Ad accogliere il pubblico è Sineddoche, l’opera di Claudio Parmiggiani riflessione dell’arte sull’arte nella quale il contenuto è esposto come immagine del contenitore. Il risultato è una forma di archivio del presente nel quale gli echi di tecniche tradizionali delle opere di Benjamin Degen e Luisa Rabbia coesistono con l’interesse per l’architettura icononica e processi che intrecciano fotografia e pittura di Enoc Perez e Daniel Rich. A differenza degli altri, la traslazione dello studio di Rich assume negli spazi della Maramotti una spazialità interamente verticale, proprio come gli edifici e le architetture delle sue pitture.
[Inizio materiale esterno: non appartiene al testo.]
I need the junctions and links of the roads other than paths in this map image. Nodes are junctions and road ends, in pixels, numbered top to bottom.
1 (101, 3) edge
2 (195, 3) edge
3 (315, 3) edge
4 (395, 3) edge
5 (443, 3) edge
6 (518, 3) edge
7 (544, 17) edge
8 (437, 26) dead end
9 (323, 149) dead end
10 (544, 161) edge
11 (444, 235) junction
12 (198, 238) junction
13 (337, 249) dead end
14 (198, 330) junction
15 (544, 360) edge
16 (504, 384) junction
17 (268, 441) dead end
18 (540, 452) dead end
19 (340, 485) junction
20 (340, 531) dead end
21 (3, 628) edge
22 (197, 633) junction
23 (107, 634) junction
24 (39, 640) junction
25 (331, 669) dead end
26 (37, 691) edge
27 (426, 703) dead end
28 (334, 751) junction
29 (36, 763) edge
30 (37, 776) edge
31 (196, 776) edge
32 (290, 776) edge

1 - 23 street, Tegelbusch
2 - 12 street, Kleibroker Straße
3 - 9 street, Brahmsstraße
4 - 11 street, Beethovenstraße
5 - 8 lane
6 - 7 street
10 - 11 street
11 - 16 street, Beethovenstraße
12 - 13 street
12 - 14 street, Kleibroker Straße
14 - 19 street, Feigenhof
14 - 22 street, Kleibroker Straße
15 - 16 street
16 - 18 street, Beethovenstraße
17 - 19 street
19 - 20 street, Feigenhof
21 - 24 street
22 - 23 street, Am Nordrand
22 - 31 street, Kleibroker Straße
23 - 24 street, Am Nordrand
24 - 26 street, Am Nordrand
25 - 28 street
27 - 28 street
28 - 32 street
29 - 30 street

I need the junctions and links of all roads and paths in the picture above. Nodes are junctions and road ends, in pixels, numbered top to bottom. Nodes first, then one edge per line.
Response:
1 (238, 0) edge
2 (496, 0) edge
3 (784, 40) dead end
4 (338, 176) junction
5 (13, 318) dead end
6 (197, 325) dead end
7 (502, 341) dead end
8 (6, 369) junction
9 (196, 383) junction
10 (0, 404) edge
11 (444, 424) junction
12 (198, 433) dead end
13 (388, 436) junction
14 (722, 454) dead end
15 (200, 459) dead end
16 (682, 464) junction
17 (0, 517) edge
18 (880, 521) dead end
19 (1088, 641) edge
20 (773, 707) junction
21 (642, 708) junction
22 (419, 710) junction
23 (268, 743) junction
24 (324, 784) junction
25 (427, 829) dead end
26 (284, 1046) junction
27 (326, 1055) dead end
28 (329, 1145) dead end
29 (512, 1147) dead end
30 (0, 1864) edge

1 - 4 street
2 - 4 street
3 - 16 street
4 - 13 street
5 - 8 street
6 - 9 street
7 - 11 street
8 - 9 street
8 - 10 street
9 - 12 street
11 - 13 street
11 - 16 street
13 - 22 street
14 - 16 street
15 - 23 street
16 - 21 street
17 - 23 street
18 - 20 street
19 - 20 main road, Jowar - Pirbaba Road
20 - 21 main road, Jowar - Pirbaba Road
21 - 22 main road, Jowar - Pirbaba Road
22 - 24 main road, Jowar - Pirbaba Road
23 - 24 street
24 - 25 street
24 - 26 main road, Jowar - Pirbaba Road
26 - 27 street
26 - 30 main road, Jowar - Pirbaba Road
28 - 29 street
Lo studio d’artista si mostra nella sua complessità e nella sua forma mutevole negli allestimenti di Barry X Ball e Tom Sachs che mettono qui in luce la dimensione laboratoriale e collaborativa dello spazio di creazione. Da una parte lo studio di X Ball, qui riproposto tramite video, fotografie e una scultura mai esposta prima in Collezione, documenta i processi tecnologici innovativi e i passaggi manuali tradizionali utilizzati per trasportar nel contemporaneo forme e materiali preziosi derivati dalla statuaria classica; dall’altra quello di Sachs assume qui la forma multimediale del video per immerge lo spettatore in una dimostrazione pratica del decalogo delle regole – ferree – a cui assistenti e visitatori del suo studio devono attenersi.
Sono riflesso di un interesse per i processi di trasformazione e i suoi stati nel tempo gli studi di Mark Manders, qui presente con l’estesa IRoom (Installation Room) e una serie di disegni in prestito dal Belgio, e di TARWUK i cui corpi dissezionati pronti alla rigenerazione e alla rinascita della Pattern Room trovano qui spazio sotto forma di scultura, fotografie e disegni come tracce di un percorso itinerante attraverso diversi studi di New York. E infine Matthew Day Jackson e Andy Cross. Entrambi muovendosi tra pittura, scultura e installazione mettono in luce una critica a temi legati alla storia, alla cultura, alla società e alla politica americana.
Luogo di produzione e di creazione, bottega o factory, lo studio d’artista viene mostrato proprio attraverso le sue parti per evocare una sorta di ritratto dell’artista, della sua immaginazione e dei suoi processi creativi. Ancora una volta è una parte per il tutto.